APG-1252 enhances the anticancer role of paclitaxel in non-small-cell lung cancer cells by suppressing the extracellular regulated protein kinases/myeloid cell leukemia 1 pathway.

The efficacy of paclitaxel (PTX), an important chemotherapy drug in non-small-cell lung cancer (NSCLC) cells, is limited by its resistance. APG-1252 has an inhibitory role in cancer and can inhibit myeloid cell leukemia 1 (MCL-1) to enhance chemotherapy drugs' antitumor effect. Therefore, this research further investigated whether APG-1252 could enhance the anticancer role of PTX by regulating MCL-1. NSCLC cells were treated with drugs. Cell viability was determined using the cell counting kit-8 assay. The cell apoptosis was examined using flow cytometry and terminal deoxynucleotidyl transferase deoxyuridine triphosphate nick end labeling staining. The abilities of cells to migrate, invade, and proliferate were examined using transwell and colony formation assays, as needed. The expression levels of extracellular regulated protein kinases (ERK), phosphorylated ERK (p-ERK), and MCL-1 were quantified by Western blot. APG-1252 and PTX decreased the NSCLC cells' viability. APG-1252 and PTX induced cell apoptosis and inhibited the cells from migrating, proliferating, and invading. APG-1252 and PTX suppressed the expression of p-ERK and MCL-1. Besides, APG-1252 enhanced the anticancer role of PTX in NSCLC cells.
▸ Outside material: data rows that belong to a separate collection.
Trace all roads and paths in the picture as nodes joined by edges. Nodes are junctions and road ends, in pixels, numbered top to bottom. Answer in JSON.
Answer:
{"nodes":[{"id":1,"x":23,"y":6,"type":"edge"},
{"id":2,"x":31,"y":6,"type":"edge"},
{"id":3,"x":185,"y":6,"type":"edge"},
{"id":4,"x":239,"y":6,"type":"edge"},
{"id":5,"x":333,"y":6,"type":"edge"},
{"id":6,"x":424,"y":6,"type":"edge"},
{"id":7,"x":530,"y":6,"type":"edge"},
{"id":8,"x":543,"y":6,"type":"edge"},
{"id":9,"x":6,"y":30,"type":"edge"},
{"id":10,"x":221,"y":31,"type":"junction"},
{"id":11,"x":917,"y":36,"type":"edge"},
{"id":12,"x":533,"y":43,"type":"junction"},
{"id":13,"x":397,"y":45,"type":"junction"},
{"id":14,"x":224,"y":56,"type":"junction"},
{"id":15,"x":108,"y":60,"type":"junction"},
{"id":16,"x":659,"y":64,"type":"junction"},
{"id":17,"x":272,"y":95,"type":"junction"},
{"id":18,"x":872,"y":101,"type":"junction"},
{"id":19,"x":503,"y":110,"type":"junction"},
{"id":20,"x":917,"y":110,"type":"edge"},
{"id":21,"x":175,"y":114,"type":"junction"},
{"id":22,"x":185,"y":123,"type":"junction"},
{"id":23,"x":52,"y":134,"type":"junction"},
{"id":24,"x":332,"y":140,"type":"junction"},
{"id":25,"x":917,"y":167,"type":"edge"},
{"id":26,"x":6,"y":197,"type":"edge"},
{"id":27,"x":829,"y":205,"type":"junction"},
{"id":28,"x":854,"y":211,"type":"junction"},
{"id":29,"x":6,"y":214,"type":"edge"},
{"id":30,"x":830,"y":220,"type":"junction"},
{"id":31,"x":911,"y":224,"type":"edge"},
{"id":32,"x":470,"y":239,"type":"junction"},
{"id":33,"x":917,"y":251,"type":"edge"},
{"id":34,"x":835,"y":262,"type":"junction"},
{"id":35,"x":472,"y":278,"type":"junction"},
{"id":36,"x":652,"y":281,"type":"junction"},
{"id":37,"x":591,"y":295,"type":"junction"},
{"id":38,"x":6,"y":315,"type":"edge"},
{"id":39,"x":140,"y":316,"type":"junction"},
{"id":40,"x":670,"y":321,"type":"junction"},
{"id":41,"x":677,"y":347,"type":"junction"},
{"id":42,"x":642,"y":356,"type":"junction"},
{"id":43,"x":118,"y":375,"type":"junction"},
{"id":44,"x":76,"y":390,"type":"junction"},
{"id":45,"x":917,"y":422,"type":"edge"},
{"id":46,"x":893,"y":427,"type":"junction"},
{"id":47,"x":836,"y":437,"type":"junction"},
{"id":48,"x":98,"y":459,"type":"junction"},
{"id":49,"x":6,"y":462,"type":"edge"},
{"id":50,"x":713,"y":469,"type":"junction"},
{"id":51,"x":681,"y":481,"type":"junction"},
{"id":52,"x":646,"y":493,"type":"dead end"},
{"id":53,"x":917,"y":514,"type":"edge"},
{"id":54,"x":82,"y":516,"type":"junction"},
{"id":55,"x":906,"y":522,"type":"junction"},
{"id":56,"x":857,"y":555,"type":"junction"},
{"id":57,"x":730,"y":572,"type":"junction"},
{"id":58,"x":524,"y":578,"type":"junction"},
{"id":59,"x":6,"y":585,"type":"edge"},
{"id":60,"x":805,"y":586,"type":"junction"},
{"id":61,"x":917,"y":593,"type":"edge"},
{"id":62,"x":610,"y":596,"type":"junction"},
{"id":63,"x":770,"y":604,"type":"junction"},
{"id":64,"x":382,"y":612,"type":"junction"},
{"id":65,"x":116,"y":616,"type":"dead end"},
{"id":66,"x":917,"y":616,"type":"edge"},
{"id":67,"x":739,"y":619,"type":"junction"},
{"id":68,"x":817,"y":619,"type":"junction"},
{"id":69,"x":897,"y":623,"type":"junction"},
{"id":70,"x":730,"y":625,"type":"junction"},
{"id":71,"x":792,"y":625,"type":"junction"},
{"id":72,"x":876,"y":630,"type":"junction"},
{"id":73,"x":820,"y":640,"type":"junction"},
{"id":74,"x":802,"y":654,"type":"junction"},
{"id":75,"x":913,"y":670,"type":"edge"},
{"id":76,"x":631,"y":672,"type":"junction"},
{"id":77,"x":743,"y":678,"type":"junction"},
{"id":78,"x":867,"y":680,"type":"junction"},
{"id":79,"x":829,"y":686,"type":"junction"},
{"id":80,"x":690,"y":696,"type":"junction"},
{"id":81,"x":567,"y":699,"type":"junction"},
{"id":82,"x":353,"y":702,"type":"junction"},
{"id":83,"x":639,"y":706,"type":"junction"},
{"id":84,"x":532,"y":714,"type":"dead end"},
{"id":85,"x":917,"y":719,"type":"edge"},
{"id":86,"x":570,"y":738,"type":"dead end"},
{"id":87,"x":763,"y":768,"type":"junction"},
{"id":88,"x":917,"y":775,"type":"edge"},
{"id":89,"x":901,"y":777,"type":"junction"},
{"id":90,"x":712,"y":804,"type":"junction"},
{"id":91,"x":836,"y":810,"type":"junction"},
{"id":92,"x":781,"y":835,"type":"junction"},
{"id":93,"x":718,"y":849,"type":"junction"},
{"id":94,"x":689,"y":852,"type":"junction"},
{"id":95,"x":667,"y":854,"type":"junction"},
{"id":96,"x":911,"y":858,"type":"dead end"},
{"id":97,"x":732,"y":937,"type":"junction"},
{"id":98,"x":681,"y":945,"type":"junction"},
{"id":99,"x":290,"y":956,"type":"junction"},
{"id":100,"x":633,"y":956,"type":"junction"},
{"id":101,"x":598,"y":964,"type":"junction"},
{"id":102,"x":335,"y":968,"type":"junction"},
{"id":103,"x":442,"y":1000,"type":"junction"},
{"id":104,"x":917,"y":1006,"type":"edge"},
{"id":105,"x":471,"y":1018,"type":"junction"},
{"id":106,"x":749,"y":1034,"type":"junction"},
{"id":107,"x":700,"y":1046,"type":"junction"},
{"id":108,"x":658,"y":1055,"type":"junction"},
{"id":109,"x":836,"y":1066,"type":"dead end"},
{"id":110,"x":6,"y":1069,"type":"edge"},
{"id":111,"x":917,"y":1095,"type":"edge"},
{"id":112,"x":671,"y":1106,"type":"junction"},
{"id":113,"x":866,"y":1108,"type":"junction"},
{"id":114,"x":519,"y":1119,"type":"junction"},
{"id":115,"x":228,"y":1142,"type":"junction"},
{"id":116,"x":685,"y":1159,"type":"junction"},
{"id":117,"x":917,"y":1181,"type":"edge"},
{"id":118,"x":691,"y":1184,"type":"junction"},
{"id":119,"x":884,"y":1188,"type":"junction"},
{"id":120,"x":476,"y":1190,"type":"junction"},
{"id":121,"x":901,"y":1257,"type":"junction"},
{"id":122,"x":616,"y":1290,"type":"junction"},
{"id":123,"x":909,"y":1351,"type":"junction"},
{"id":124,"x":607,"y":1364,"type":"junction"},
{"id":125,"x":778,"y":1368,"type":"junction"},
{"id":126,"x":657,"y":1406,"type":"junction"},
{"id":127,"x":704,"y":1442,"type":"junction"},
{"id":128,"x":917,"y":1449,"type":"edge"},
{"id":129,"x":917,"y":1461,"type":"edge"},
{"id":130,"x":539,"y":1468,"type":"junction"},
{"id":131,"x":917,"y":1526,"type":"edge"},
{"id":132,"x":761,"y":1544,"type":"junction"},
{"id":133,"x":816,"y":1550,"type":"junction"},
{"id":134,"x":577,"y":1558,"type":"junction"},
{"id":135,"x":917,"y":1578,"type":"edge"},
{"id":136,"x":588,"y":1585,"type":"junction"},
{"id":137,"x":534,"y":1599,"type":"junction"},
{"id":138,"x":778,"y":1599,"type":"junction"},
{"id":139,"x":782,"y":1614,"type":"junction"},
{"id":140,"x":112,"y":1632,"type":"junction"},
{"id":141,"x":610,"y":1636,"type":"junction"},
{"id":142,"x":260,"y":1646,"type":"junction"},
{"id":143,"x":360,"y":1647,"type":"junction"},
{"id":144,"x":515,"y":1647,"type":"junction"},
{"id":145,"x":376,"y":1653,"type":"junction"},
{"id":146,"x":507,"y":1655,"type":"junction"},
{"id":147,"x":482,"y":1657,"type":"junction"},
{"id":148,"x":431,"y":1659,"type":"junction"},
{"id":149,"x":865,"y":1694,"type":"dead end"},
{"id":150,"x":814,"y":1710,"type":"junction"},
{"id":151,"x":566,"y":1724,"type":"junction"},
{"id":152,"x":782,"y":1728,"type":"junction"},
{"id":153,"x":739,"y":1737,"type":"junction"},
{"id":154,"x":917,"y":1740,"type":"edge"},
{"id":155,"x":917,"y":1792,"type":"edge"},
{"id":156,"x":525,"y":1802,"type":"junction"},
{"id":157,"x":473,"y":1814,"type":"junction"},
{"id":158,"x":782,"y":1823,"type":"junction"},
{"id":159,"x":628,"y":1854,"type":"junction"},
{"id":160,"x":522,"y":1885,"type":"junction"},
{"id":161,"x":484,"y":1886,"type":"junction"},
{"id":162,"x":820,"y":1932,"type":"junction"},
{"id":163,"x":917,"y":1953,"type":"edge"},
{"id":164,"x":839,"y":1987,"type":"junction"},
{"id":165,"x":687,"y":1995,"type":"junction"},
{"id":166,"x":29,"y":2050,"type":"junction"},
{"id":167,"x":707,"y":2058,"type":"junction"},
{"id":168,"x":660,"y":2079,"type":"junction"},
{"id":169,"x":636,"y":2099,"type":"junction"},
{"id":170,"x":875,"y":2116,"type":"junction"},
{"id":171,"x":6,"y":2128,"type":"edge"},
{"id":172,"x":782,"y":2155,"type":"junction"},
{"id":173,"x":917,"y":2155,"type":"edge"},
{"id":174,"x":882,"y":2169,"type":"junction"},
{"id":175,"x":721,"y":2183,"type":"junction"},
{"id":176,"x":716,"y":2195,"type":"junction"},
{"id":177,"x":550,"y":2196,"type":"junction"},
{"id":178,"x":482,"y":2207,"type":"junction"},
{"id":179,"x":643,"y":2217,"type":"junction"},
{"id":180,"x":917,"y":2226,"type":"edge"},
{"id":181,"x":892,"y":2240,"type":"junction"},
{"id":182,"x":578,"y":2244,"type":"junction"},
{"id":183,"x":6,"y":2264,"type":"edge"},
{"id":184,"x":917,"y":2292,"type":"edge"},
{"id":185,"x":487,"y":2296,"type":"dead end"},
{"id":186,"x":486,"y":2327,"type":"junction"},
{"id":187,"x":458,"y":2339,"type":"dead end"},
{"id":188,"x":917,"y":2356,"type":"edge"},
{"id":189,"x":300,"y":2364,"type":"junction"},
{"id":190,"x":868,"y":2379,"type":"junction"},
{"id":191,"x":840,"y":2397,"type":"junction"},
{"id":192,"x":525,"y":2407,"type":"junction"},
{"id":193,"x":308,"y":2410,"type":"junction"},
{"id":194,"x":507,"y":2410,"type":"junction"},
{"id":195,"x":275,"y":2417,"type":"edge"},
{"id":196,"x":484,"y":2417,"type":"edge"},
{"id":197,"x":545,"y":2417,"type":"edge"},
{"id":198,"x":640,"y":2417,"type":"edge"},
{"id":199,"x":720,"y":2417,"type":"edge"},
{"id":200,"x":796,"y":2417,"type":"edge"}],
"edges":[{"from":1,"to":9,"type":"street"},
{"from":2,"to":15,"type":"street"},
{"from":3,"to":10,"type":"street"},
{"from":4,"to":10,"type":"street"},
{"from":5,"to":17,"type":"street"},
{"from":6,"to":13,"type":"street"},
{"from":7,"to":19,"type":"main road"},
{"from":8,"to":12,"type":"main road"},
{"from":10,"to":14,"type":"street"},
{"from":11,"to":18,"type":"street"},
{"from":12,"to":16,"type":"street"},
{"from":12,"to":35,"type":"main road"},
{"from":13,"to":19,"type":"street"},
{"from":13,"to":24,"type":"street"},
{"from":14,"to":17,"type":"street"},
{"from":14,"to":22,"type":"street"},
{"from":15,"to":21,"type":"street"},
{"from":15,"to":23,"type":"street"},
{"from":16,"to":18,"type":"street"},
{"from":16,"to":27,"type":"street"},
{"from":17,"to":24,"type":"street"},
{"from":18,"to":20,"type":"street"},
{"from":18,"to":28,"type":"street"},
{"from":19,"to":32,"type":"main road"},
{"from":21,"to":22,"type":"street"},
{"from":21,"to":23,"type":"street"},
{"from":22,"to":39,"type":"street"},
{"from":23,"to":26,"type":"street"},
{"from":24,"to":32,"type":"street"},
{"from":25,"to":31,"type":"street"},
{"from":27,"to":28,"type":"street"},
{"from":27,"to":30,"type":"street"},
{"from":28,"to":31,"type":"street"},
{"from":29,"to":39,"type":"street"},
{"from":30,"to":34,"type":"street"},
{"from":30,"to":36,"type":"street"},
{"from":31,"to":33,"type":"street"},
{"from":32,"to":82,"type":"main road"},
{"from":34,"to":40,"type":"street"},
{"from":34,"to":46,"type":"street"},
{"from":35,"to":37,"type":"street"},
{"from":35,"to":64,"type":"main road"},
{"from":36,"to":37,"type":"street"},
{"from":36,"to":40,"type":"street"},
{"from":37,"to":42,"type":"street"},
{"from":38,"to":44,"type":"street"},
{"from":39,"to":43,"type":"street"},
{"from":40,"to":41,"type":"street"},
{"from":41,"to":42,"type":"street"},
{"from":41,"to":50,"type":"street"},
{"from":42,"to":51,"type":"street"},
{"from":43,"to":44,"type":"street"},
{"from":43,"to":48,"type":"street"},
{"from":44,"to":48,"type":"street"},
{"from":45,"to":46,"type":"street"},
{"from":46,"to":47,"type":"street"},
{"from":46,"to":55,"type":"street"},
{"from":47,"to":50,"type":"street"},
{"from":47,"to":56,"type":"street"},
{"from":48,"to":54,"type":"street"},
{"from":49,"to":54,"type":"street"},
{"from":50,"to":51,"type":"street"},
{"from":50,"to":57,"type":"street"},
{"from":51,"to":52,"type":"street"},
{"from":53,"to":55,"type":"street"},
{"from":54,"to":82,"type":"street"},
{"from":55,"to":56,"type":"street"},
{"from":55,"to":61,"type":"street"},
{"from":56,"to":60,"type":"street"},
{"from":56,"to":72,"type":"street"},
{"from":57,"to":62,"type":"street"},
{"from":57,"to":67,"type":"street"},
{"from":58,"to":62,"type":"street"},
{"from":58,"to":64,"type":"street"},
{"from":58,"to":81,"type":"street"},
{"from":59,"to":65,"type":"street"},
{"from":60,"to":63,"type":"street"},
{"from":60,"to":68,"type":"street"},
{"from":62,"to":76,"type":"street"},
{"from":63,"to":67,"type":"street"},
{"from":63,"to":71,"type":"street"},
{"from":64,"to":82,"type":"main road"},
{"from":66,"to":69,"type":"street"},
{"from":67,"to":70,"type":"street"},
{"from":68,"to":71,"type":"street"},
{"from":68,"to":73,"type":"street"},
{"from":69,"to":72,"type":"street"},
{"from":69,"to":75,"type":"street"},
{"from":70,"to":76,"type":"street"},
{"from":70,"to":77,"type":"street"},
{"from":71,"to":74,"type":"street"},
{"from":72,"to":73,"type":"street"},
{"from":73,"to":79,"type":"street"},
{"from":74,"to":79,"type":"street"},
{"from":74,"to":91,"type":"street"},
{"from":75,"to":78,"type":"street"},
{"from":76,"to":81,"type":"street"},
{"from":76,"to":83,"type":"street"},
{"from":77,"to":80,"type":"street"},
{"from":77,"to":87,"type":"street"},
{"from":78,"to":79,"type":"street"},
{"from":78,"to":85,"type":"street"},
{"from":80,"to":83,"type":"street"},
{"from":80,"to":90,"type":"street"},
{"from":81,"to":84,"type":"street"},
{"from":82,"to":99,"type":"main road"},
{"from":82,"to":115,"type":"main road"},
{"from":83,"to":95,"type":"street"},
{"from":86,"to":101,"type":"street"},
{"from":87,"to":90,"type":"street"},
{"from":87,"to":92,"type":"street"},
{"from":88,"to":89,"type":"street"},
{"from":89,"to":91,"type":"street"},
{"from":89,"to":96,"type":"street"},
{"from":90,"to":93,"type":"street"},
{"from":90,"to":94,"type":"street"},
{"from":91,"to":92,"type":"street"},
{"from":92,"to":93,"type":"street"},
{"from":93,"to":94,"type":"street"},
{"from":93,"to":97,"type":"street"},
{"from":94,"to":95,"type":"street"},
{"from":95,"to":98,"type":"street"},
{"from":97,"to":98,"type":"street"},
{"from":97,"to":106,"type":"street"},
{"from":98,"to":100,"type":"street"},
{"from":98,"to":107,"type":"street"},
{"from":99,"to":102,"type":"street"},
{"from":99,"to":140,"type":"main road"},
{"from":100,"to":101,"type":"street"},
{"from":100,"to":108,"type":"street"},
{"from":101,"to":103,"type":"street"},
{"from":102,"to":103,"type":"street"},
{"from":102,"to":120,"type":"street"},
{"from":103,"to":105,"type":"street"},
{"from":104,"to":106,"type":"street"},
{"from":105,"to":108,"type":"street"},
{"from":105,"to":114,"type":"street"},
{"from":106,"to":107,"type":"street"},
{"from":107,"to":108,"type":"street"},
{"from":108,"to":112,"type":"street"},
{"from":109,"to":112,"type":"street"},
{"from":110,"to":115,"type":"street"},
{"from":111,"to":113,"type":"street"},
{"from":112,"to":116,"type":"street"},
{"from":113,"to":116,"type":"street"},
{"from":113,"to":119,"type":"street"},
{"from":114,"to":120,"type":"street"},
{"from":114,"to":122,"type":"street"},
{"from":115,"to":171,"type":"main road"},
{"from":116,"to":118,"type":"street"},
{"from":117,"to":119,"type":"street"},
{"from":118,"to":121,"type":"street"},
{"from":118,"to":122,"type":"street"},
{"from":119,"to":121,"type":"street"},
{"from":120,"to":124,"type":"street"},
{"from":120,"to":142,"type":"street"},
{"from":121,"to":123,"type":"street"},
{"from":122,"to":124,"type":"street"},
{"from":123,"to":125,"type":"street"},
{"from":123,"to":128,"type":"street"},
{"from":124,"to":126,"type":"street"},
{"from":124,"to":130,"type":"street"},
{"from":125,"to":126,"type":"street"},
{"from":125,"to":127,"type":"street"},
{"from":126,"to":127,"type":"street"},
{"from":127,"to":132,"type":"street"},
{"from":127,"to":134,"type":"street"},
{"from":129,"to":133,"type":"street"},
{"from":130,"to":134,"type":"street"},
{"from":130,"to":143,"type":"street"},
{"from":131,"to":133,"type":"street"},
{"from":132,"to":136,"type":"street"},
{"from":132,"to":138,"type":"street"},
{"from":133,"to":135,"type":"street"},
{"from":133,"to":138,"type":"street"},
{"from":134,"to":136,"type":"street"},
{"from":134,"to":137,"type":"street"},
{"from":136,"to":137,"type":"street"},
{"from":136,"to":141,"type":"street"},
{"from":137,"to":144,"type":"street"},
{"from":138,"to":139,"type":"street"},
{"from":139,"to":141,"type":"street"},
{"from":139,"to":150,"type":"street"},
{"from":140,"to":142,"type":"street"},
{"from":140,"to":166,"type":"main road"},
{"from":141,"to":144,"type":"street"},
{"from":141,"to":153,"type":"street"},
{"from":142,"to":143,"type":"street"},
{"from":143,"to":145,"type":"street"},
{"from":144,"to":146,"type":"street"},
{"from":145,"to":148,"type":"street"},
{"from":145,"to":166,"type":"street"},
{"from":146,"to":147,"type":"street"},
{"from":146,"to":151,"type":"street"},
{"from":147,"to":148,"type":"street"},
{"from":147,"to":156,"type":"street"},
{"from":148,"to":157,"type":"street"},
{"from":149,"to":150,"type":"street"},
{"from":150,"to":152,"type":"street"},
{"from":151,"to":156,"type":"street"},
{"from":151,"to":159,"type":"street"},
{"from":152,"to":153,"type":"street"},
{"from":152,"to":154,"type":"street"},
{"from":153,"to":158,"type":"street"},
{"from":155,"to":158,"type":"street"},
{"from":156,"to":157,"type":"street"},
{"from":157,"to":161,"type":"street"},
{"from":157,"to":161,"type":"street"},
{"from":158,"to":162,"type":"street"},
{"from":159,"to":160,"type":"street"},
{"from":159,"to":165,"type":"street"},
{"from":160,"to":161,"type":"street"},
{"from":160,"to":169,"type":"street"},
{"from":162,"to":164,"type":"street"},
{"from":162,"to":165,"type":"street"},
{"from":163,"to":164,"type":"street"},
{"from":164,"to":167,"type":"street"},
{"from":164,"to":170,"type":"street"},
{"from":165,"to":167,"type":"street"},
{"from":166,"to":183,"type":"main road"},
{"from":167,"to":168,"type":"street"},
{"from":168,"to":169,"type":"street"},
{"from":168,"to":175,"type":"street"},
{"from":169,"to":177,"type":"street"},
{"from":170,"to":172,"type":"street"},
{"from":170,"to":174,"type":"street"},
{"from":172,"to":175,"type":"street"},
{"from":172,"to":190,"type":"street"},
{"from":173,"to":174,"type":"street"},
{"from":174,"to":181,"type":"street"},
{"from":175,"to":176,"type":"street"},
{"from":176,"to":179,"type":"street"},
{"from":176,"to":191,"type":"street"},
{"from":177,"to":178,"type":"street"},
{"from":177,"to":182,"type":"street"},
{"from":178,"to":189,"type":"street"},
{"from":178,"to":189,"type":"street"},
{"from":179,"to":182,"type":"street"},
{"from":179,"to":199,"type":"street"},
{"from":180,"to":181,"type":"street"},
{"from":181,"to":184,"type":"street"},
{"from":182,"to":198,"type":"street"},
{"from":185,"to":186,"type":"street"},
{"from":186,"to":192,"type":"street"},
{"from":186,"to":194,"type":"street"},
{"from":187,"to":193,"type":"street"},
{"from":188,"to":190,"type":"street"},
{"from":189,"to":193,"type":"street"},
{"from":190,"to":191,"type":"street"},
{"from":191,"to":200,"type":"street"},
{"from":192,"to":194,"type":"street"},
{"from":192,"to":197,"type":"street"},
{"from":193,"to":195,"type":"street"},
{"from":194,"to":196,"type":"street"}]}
Ro 67-7476, a p-ERK agonist, had an opposite role to the combination of APG-1252 with PTX in NSCLC cells. Additionally, Ro 67-7476 abolished the anticancer role of the combination of APG-1252 with PTX in the biological functions of NSCLC cells. APG-1252 enhanced the anticancer role of PTX in NSCLC cells by suppressing the ERK/MCL-1 pathway. This work provided the theoretical basis for the APG-1252 application.